Two Sum - Leetcode

Introduction

Two sum is a classic problem, and one of the most liked problems on leetcode. It seems to be an easy problem yet it is asked frequently in many interviews of big companies like Facebook(meta), Google, Amazon, Microsoft, Adobe, Apple, Netflix.

Problem Statement

Given an array of integers nums and an integer target, return indices of the two numbers such that they add up to target.

You may assume that each input would have exactly one solution, and you may not use the same element twice.

You can return the answer in any order.

Example 1:

Input: nums = [2,7,11,15], target = 9
Output: [0,1]
Explanation: nums[0] + nums[1] == 9, we return [0, 1].

Example 2:

Input: nums = [3,2,4], target = 6
Output: [1,2]
Explanation: nums[1] + nums[2] = 6

Try Yourself Before Seeing the Code

Explanation

Approach 1 -

Let's consider the given array is [2, 5, 12, 7, 15, 1] and target = 6.

We need two numbers from array that's sum will be equal to target, the first thought that'll cross your mind is using two nested loops, and that's correct as well.

We will use two nested loops, to find the two numbers that's equal to the target and return an array of indices of both the numbers.
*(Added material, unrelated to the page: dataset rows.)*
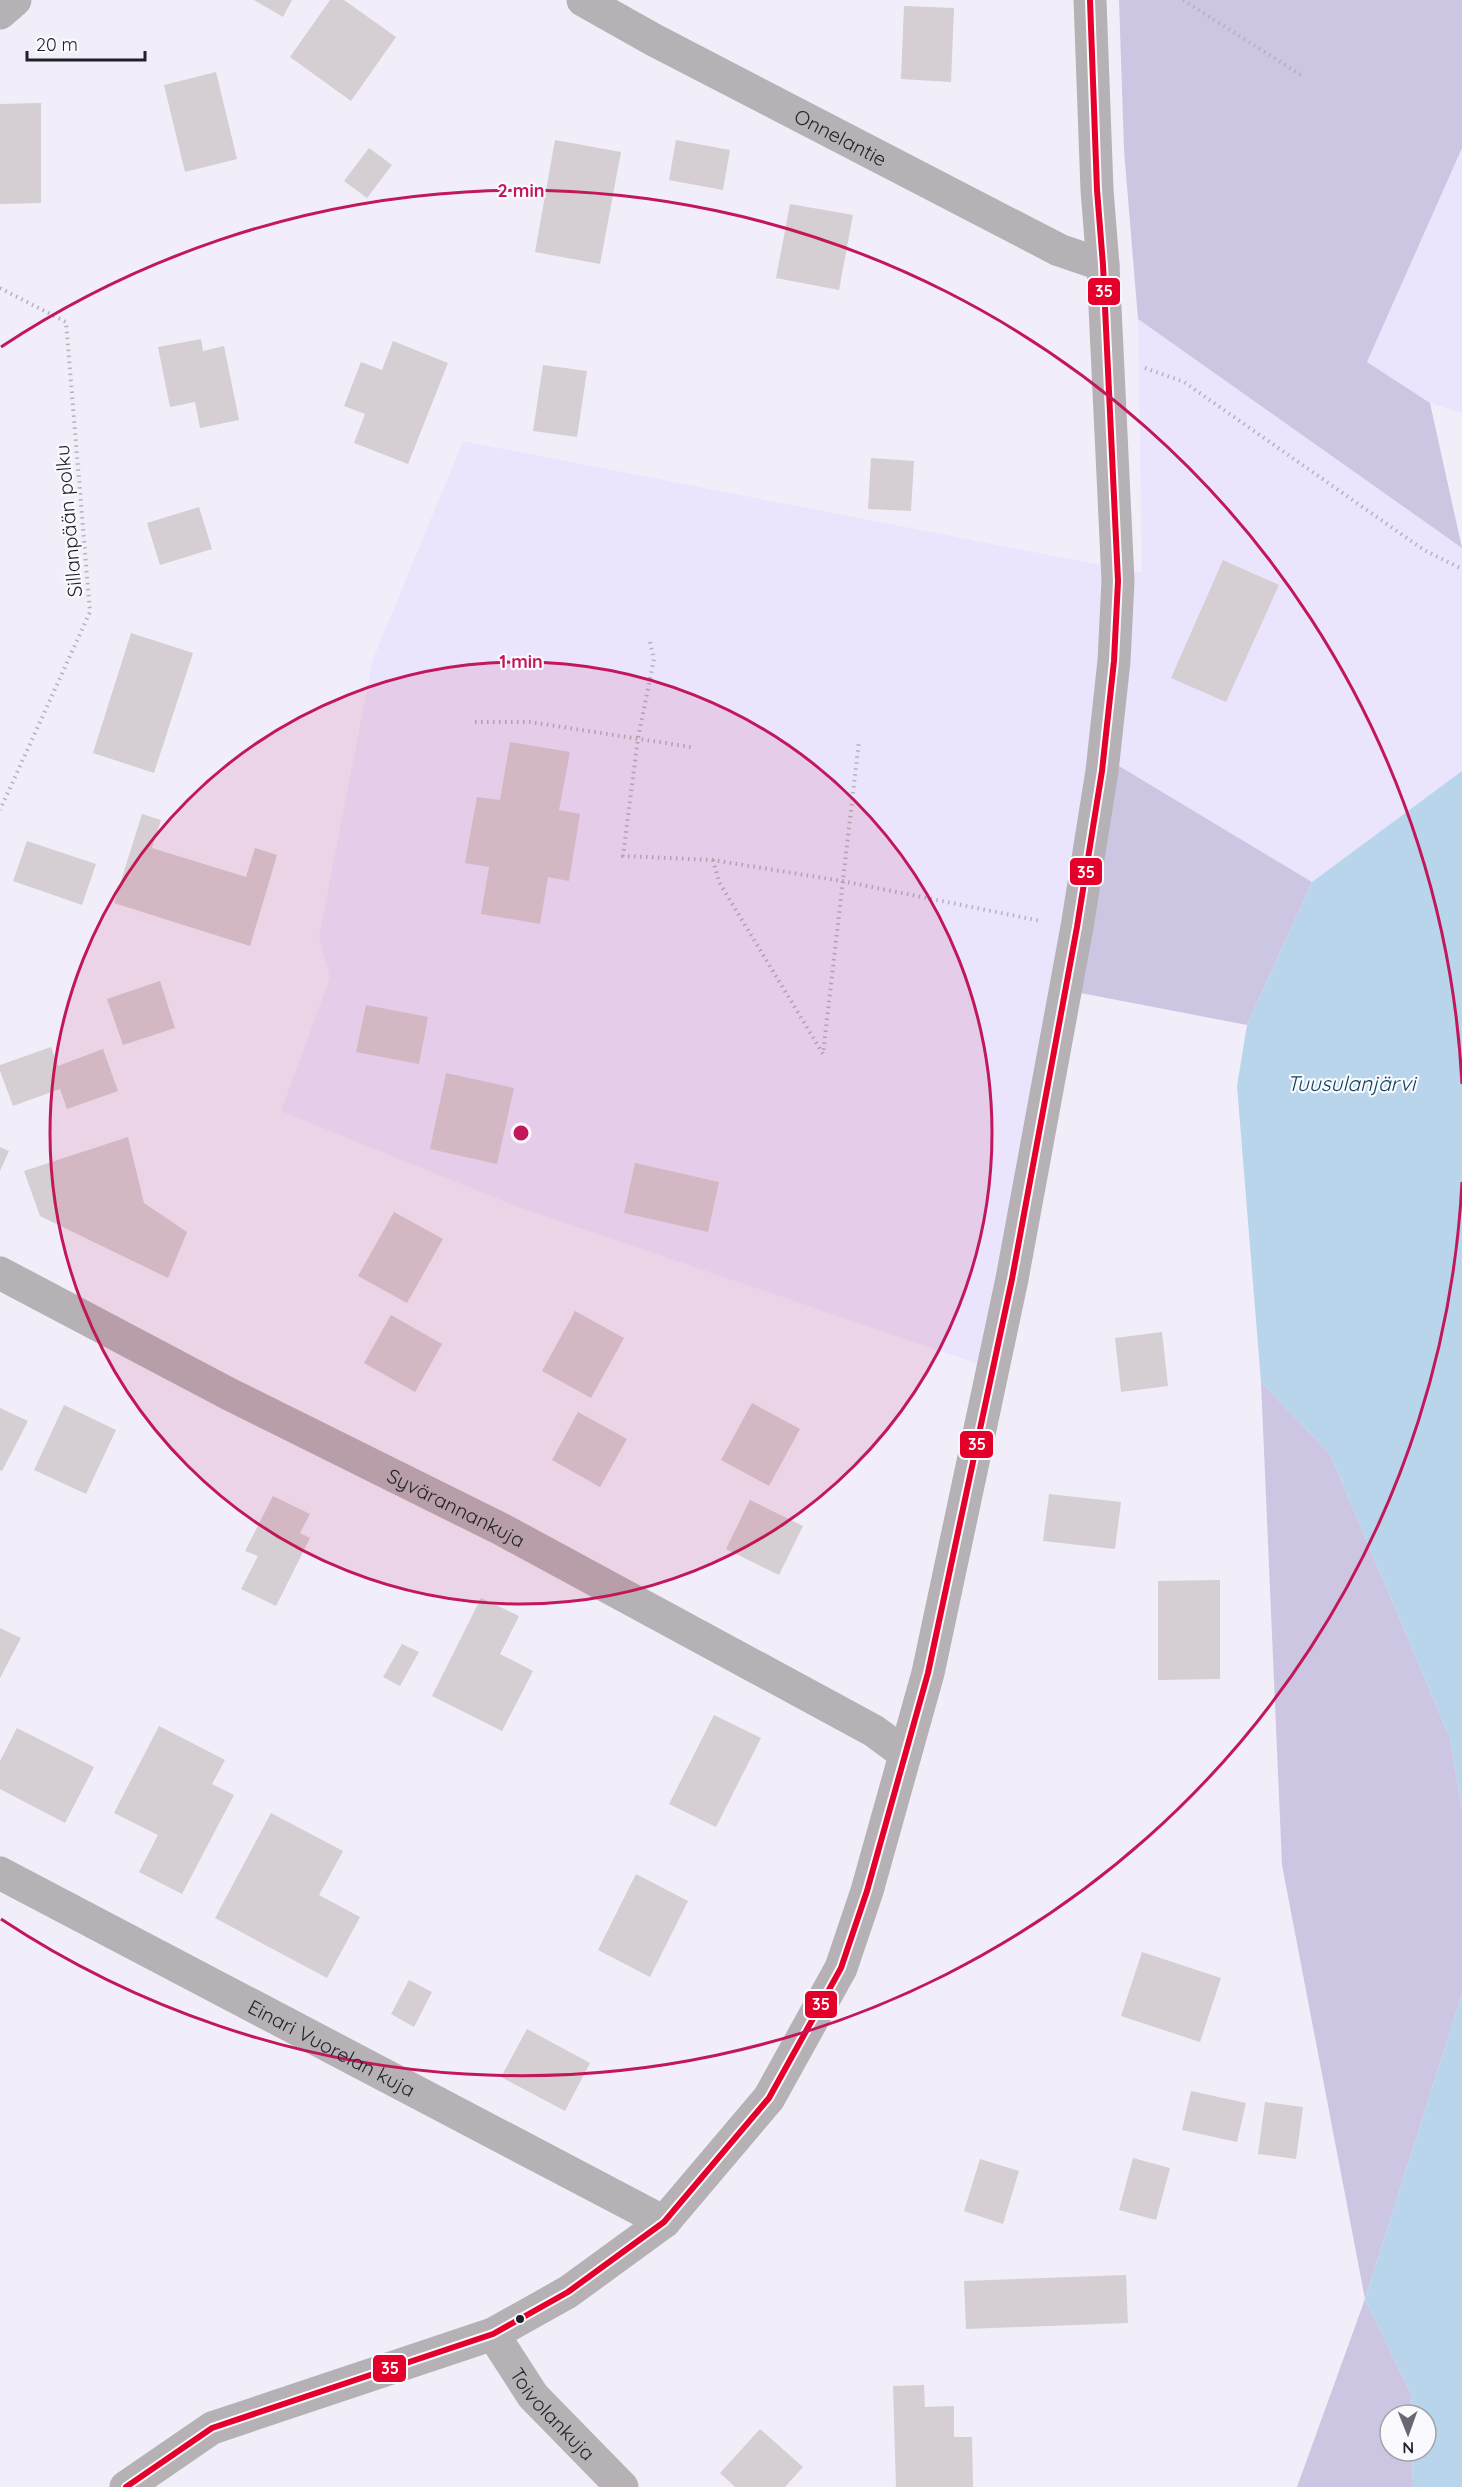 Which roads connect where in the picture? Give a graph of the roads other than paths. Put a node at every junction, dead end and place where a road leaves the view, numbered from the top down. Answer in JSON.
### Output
{"nodes":[{"id":1,"x":15,"y":0,"type":"edge"},
{"id":2,"x":583,"y":0,"type":"edge"},
{"id":3,"x":1090,"y":0,"type":"edge"},
{"id":4,"x":0,"y":13,"type":"edge"},
{"id":5,"x":1103,"y":265,"type":"junction"},
{"id":6,"x":0,"y":1273,"type":"edge"},
{"id":7,"x":905,"y":1754,"type":"junction"},
{"id":8,"x":0,"y":1873,"type":"edge"},
{"id":9,"x":664,"y":2222,"type":"junction"},
{"id":10,"x":493,"y":2334,"type":"junction"},
{"id":11,"x":126,"y":2487,"type":"edge"},
{"id":12,"x":622,"y":2487,"type":"edge"}],
"edges":[{"from":1,"to":4,"type":"street"},
{"from":2,"to":5,"type":"street","name":"Onnelantie"},
{"from":3,"to":5,"type":"street"},
{"from":5,"to":7,"type":"street"},
{"from":6,"to":7,"type":"street","name":"Syvärannankuja"},
{"from":7,"to":9,"type":"street"},
{"from":8,"to":9,"type":"street","name":"Einari Vuorelan kuja"},
{"from":9,"to":10,"type":"street"},
{"from":10,"to":11,"type":"street"},
{"from":10,"to":12,"type":"street","name":"Toivolankuja"}]} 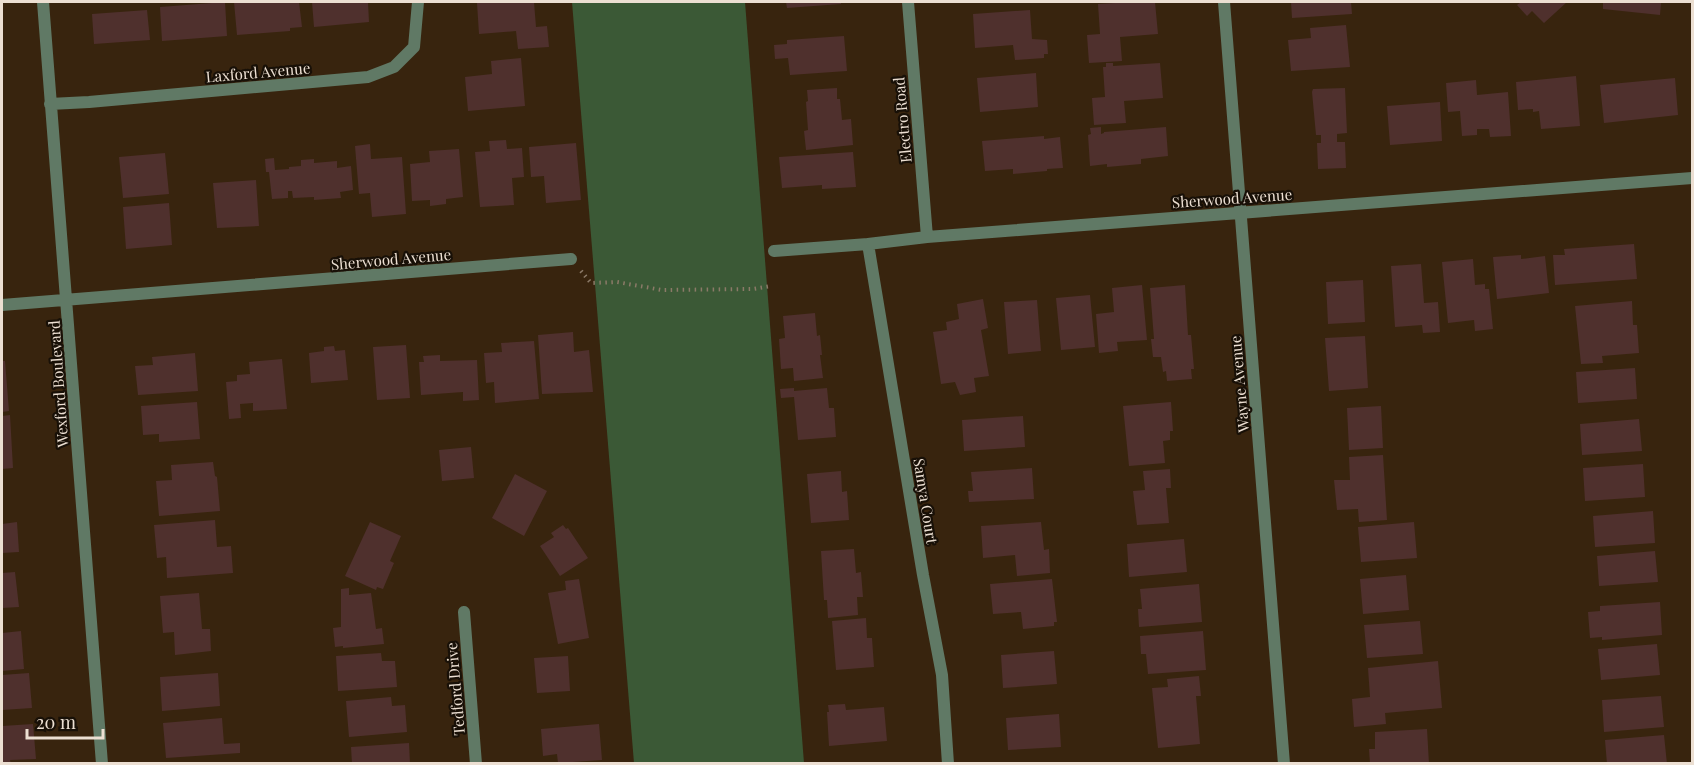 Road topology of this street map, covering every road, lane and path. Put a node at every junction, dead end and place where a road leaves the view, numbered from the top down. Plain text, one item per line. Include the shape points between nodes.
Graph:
1 (43, 2) edge
2 (418, 2) edge
3 (908, 2) edge
4 (1224, 2) edge
5 (50, 104) junction
6 (1692, 178) edge
7 (1240, 213) junction
8 (927, 237) junction
9 (868, 244) junction
10 (774, 251) dead end
11 (571, 259) joint
12 (771, 286) dead end
13 (67, 300) junction
14 (2, 305) edge
15 (464, 612) dead end
16 (102, 764) edge
17 (476, 764) edge
18 (948, 764) edge
19 (1284, 764) edge

1 - 5 street, Wexford Boulevard
2 - 5 street, Laxford Avenue via 414,47 394,67 368,77
3 - 8 street, Electro Road
4 - 7 street, Wayne Avenue
5 - 13 street, Wexford Boulevard
6 - 7 street, Sherwood Avenue
7 - 8 street, Sherwood Avenue
7 - 19 street, Wayne Avenue
8 - 9 street, Sherwood Avenue
9 - 10 street, Sherwood Avenue
9 - 18 street, Samya Court via 942,675
11 - 12 path via 591,283 617,282 662,290
11 - 13 street, Sherwood Avenue
13 - 14 street, Sherwood Avenue
13 - 16 street, Wexford Boulevard
15 - 17 street, Tedford Drive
If the sum is not present in the array return an empty array of size 2.

Code

public int[] twoSum(int[] nums, int target) { 
    for(int i = 0; i < nums.length; i++){
        for(int j = i+1; j < nums.length; j++){
            if(target - nums[i] == nums[j]){
                return new int[]{i, j};
            }
        }
    }
    return new int[2];
}

Time complexity - O(N^2), as we're using nested loop that will both run for linear time in worst case.

Space complexity - O(1), we're not using any extra space.

Approach 2-

Sort the array and use two pointer approach, left and right.

Increase left pointer if the sum is less than target, decrease the right pointer if sum is more than target.

Modifying the input data may be discouraged by some interviewers, so you can provide a different solution.

public int[] twoSum(int[] nums, int target) {
    Arrays.sort(nums);
    int left = 0, right = nums.length-1;
    while (left < right) {
        if (nums[left] + nums[right] == target)
            return new int[]{left, right};
        else if (nums[left] + nums[right] < target)
            left++;
        else
            right--;
    }
    return new int[2];
}

Time complexity - O(n logn), Sorting takes O(n logn) time and traversing through the array takes O(n), so overall it'll take O(n logn) time.

Space complexity - O(1), depends upon the internal implementation of sort function, if it uses merge sort it'll take O(n) space, in case of heap and quick sort it'll take o(1) space.

Approach 3-

Using HashMap we can get an optimal solution without sorting the array, we'll map the element of array and index of element, here we will find if the map contains targetNumber - currentNumber if it present in Map then return an array of targetNumber - currentNumber's index and currentIndex.

public int[] twoSum(int[] nums, int target) {
    Map<Integer,Integer> map= new HashMap<>();
    for(int i = 0; i < nums.length; i++){
        int desired = target - nums[i];
        if (map.containsKey(desired))
            return new int[]{map.get(desired), i};
        else
            map.put(nums[i], i);
    }
    return new int[2];
 }

Time complexity - O(n), we're traversing through array only once.

Space complexity - O(n), HashMap will store n elements in worst case.